Quelles ont été les mesures concrètes prises à la lecture de ce sondage ?
Suite à une attente importante sur le sujet, nous avons par exemple revu la sécurité au travail en déclenchant notamment des plans de formation plus draconiens et des investissements. Pour l'évaluation annuelle, nous avons également introduit dans le guide d'entretien des notions sur les valeurs de l'entreprise pour encourager la fixation d'objectifs sur les comportements demandés. Toutes ces initiatives ne sont pas mises en oeuvre en partant du seul principe que si le personnel est bien dans sa peau alors il sera motivé et il travaillera bien. La prise en compte des attentes des salariés fait partie des trois objectifs fixés par l'actionnaire familial : indépendance, pérennité et épanouissement des collaborateurs. Cet objectif d'actionnaire est clairement exprimé, et pas seulement par le management.


Un style de management participatif, collégial, convivial"

Comment définiriez-vous votre style de management ?  
Je privilégie le respect des individus et j'essaie d'être équitable, de faire preuve d'ouverture, en accordant ma confiance a priori sans juger à la tête du client, ce qui responsabilise et donne de l'autonomie. Dans l'entreprise, nous essayons de faire évoluer les compétences de chacun au travers, notamment, d'un organisme de formation interne. Au final, les gens disent qu'il se sentent plutôt bien chez Bonduelle, même si c'est un métier qui demande beaucoup de travail surtout en été où il fait chaud. Autrement, je dirais que mon style de management est participatif, collégial, convivial avec un maximum de transparence, ce qui correspond exactement à la forme de notre entreprise, avec directoire et patrons de filiales.

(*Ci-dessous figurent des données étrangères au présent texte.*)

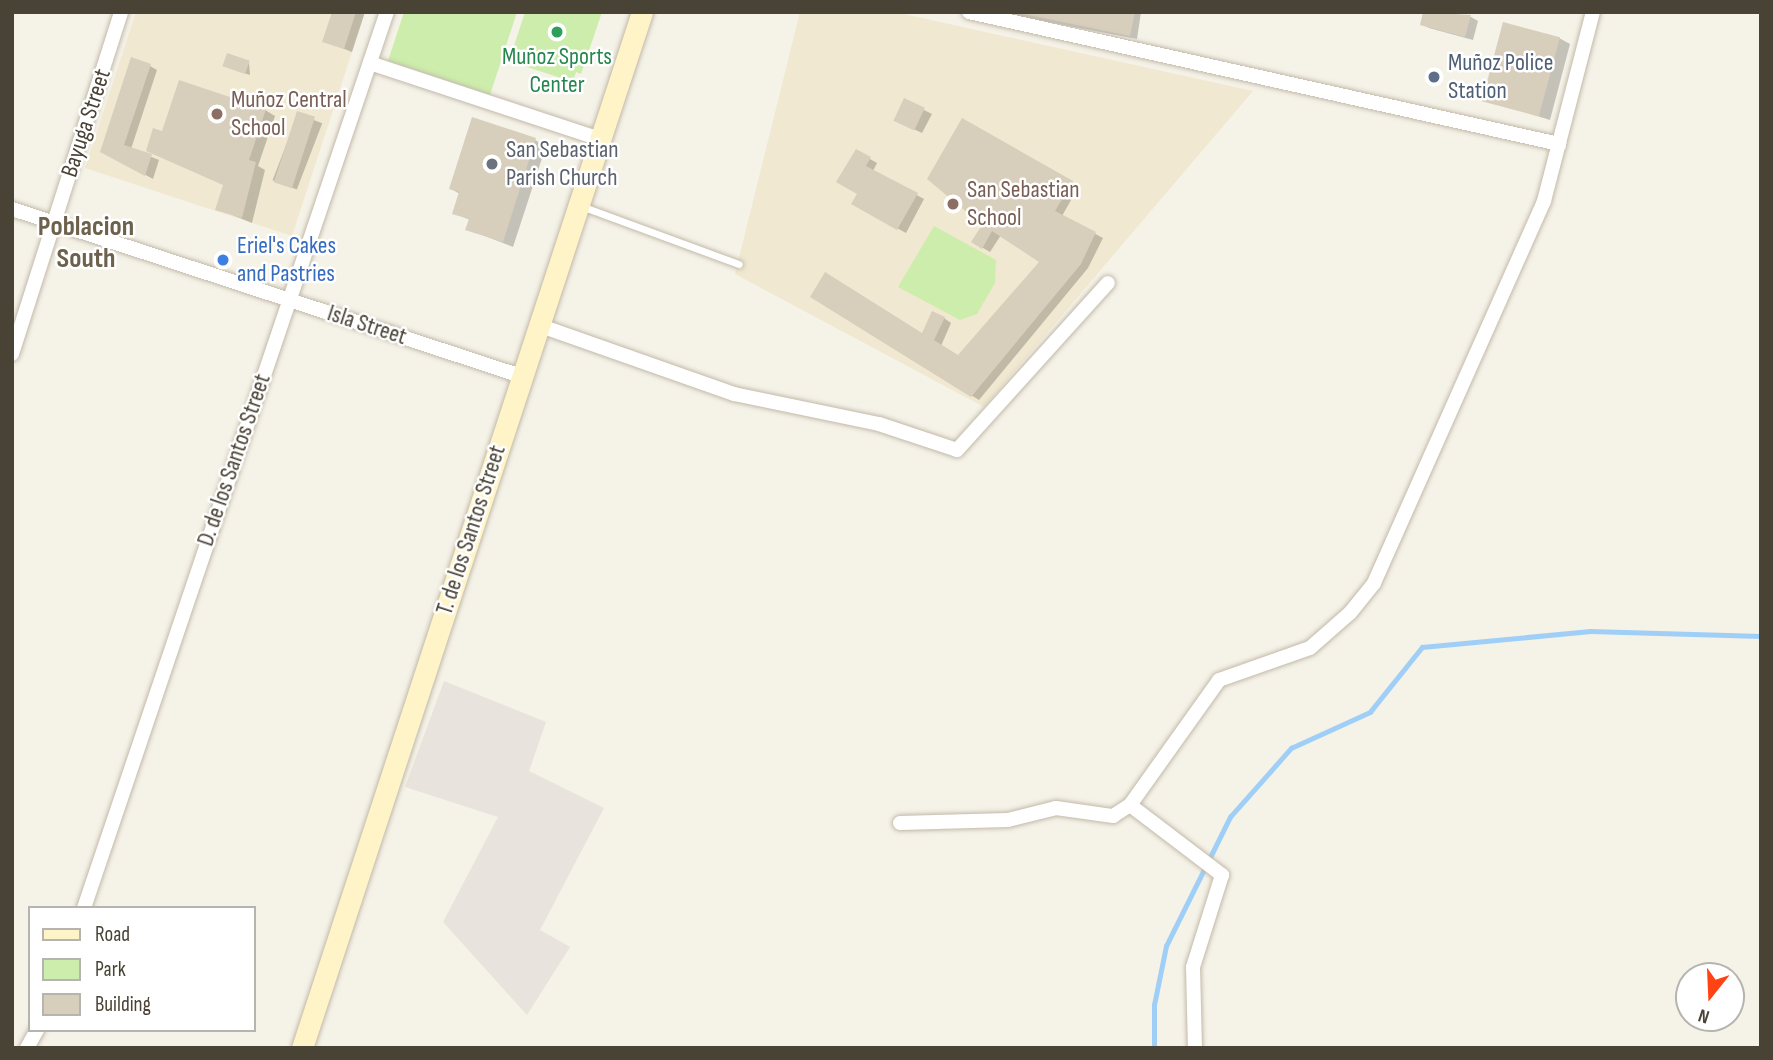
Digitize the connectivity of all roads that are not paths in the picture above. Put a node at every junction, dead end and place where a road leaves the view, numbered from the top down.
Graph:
1 (121, 12) edge
2 (387, 12) edge
3 (642, 12) edge
4 (969, 12) edge
5 (1593, 12) edge
6 (370, 63) junction
7 (600, 139) junction
8 (1559, 144) junction
9 (577, 205) junction
10 (12, 209) edge
11 (55, 223) junction
12 (739, 264) dead end
13 (1108, 283) dead end
14 (288, 299) junction
15 (538, 325) junction
16 (12, 354) edge
17 (522, 376) junction
18 (1130, 805) junction
19 (900, 822) dead end
20 (84, 906) edge
21 (36, 1032) edge
22 (27, 1048) edge
23 (302, 1048) edge
24 (1195, 1048) edge

1 - 11 street, Bayuga Street
2 - 6 street, D. de los Santos Street
3 - 7 main road, T. de los Santos Street
4 - 8 street
5 - 8 street
6 - 7 street
6 - 14 street, D. de los Santos Street
7 - 9 main road, T. de los Santos Street
8 - 18 street
9 - 12 lane
9 - 15 main road, T. de los Santos Street
10 - 11 street, Isla Street
11 - 14 street, Isla Street
11 - 16 street, Bayuga Street
13 - 15 street
14 - 17 street, Isla Street
14 - 20 street, D. de los Santos Street
15 - 17 main road, T. de los Santos Street
17 - 23 main road, T. de los Santos Street
18 - 19 street
18 - 24 street
21 - 22 street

Quels sont les patrons que vous admirez le plus ?
Je dirai Yves Gonnord de Fleury-Michon, pour son travail, son parcours. Gérard Mulliez d'Auchan pour le travail accompli en une génération, pour ses valeurs humaines et sa politique pionnière en matière d'intéressement. Le plus souvent mes modèles sont effectivement issus de trajectoires familiales, qui offrent selon moi plus de cohésion et une vision à long terme, un souci des hommes. Et du bon sens.

Parcours

Diplômé de l'école de hautes études commerciales (EDHEC) en 1982, Christophe Bonduelle commence sa vie professionnelle comme consultant marketing chez Map Conseil (1983-1984) puis directeur commercial chez Hemmerle (1984-1985). Il ne rejoint l'entreprise familiale qu'en 1985, tout d'abord au poste de responsable de production puis directeur de l'usine de Warluis. De 1989 à 1992, Christophe Bonduelle occupe successivement le poste de directeur général de Bonduelle Espagne et Bonduelle Ibérique. En 1992, il devient directeur du métier "Surgelé grand public Europe" et en 1993 directeur général du groupe. En 2001, Christophe Bonduelle prend la présidence du dirctoire.